Take every line from the data that has the word "dead" in it.

[Stored items]
——————————

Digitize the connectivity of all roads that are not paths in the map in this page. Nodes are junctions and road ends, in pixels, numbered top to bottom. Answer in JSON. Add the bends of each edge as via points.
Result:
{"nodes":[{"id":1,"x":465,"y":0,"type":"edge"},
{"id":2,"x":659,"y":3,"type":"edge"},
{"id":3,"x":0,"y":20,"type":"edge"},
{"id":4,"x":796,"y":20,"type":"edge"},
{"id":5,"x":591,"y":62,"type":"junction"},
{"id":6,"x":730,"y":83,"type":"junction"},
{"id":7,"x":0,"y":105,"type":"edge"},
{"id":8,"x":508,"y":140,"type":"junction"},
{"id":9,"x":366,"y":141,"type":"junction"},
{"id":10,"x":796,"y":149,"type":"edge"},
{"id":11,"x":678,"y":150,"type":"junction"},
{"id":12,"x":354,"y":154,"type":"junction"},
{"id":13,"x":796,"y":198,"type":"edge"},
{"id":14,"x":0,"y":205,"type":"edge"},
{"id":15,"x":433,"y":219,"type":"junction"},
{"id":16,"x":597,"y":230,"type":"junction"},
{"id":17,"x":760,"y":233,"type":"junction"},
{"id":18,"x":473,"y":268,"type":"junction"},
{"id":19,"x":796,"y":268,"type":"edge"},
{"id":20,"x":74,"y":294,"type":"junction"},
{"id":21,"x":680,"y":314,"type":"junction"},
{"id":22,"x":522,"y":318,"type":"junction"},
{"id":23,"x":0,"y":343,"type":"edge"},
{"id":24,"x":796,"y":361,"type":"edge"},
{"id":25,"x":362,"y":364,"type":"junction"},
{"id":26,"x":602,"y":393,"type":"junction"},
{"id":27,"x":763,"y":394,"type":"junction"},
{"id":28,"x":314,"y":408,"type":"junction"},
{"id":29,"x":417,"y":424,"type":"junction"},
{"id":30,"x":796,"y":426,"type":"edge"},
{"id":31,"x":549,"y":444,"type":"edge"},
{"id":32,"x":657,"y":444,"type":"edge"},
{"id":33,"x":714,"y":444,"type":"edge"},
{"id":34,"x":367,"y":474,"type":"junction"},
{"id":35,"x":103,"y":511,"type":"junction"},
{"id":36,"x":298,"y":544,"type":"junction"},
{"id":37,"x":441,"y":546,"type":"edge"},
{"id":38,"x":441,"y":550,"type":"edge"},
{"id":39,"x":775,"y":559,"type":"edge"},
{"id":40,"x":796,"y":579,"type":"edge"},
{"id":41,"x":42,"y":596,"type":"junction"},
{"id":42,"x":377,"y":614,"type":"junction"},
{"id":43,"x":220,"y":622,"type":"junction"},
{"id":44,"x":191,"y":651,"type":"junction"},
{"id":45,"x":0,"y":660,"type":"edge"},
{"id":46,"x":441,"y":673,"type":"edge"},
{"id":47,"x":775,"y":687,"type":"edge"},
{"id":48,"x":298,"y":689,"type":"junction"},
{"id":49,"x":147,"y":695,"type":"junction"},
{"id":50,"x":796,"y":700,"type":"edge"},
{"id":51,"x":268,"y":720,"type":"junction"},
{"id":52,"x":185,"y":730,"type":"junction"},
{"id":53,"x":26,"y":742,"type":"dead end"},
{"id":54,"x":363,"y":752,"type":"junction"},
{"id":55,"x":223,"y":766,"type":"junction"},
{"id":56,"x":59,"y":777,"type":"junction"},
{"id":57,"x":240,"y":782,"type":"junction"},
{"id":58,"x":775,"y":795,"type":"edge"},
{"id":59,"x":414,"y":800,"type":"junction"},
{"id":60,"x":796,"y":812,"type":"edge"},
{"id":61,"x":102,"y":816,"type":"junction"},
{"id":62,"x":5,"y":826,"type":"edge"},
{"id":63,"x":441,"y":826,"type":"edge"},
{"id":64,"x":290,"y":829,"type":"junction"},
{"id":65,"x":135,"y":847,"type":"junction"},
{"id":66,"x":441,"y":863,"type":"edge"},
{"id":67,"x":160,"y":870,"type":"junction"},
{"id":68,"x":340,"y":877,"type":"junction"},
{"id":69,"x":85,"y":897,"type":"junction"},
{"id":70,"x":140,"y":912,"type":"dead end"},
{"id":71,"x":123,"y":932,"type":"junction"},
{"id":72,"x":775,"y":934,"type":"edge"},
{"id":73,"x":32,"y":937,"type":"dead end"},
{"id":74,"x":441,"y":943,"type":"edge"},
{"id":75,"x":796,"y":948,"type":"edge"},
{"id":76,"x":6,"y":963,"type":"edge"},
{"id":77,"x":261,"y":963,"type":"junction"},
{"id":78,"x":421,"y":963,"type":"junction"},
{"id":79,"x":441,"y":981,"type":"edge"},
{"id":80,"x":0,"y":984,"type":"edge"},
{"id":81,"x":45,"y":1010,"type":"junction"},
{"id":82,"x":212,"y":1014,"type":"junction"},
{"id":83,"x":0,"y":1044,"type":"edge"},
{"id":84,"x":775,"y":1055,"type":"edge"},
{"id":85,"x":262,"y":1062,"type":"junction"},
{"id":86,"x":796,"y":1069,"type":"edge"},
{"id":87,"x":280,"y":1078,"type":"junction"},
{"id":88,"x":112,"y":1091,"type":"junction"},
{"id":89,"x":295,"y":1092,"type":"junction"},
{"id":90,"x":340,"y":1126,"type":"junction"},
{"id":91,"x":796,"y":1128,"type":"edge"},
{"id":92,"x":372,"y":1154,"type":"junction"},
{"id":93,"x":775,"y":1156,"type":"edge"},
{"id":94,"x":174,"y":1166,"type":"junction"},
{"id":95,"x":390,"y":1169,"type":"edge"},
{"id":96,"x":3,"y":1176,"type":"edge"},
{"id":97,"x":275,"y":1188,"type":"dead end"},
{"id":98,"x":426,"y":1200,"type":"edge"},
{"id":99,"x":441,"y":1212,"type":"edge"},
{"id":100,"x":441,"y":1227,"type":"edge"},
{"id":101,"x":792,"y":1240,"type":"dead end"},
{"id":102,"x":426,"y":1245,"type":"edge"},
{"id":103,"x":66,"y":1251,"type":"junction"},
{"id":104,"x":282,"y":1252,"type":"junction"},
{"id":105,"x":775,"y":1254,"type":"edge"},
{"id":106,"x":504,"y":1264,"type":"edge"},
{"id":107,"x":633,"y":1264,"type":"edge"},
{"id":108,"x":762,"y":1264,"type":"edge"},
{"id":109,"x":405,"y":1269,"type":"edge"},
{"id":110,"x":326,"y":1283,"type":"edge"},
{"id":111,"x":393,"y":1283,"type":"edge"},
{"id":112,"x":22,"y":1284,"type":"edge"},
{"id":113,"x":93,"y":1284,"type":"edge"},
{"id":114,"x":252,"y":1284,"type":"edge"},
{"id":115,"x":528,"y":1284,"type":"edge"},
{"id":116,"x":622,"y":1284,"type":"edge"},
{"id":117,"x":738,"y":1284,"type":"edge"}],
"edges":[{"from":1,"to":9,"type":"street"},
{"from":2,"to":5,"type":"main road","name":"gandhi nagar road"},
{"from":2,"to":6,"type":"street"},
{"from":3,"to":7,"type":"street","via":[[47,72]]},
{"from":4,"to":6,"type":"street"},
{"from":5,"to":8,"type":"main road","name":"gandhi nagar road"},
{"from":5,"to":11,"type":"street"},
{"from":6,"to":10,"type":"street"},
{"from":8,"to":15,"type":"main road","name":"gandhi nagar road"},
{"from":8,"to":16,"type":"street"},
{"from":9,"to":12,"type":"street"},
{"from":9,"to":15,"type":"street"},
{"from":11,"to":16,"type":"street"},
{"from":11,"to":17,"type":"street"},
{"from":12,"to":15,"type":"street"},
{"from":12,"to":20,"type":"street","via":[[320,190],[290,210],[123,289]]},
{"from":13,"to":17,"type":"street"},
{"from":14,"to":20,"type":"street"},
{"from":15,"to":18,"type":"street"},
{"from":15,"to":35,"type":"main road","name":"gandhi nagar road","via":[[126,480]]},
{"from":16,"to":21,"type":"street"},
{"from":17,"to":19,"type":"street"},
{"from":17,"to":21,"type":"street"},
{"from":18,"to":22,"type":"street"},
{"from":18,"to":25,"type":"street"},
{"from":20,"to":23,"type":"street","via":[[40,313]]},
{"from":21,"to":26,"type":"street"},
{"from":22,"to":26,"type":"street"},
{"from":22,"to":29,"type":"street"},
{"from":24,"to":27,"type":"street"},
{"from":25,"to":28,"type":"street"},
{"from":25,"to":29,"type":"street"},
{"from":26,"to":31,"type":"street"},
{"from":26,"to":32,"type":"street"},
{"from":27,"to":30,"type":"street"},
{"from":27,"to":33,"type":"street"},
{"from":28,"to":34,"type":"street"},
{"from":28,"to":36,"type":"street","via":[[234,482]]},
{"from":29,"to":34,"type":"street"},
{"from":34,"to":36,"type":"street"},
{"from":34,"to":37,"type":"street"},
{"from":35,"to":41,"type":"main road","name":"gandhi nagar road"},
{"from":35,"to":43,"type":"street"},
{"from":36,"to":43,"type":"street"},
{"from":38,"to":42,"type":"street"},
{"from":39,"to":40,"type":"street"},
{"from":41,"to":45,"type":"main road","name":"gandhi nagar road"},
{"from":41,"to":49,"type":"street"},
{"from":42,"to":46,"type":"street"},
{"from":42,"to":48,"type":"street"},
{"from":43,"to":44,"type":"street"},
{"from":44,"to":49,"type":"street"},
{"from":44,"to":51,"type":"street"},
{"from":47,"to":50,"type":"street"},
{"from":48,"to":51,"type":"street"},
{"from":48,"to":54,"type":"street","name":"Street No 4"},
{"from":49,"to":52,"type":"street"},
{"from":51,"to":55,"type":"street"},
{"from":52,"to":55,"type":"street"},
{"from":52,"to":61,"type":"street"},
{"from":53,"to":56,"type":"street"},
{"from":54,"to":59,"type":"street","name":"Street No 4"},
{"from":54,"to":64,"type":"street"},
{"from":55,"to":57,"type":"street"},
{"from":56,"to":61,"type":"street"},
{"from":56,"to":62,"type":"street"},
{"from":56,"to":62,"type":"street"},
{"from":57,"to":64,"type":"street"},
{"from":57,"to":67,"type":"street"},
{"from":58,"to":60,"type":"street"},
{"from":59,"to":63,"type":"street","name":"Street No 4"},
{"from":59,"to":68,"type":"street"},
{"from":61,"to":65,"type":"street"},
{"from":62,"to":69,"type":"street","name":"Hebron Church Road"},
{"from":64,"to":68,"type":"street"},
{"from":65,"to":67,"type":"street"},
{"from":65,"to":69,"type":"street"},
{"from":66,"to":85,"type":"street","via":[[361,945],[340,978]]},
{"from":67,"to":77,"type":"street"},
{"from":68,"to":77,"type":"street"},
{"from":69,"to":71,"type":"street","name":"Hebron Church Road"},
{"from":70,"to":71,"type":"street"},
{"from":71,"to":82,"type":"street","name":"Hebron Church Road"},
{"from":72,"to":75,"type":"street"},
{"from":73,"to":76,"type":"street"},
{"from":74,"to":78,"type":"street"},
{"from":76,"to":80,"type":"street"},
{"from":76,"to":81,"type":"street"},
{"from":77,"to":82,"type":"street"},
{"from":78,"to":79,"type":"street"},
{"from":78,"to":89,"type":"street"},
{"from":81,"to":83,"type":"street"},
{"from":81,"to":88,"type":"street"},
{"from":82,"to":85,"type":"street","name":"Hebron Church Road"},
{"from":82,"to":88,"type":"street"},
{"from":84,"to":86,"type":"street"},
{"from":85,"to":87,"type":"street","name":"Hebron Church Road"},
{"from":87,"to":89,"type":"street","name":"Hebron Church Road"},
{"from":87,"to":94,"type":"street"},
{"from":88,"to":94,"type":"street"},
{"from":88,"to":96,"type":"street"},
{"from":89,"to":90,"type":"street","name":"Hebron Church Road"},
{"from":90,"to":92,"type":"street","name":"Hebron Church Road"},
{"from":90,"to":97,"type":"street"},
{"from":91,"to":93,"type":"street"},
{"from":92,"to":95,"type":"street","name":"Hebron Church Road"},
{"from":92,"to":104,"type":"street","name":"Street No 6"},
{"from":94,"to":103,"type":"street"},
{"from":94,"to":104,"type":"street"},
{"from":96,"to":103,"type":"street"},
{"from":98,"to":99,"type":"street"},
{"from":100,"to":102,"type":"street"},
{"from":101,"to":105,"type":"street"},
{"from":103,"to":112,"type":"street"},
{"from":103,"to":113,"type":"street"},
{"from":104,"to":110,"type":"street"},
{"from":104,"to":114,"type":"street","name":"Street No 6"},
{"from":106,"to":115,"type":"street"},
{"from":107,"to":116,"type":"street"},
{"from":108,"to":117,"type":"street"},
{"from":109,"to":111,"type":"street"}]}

——————————

● **Exercise response**:
{"id":53,"x":26,"y":742,"type":"dead end"},
{"id":70,"x":140,"y":912,"type":"dead end"},
{"id":73,"x":32,"y":937,"type":"dead end"},
{"id":97,"x":275,"y":1188,"type":"dead end"},
{"id":101,"x":792,"y":1240,"type":"dead end"},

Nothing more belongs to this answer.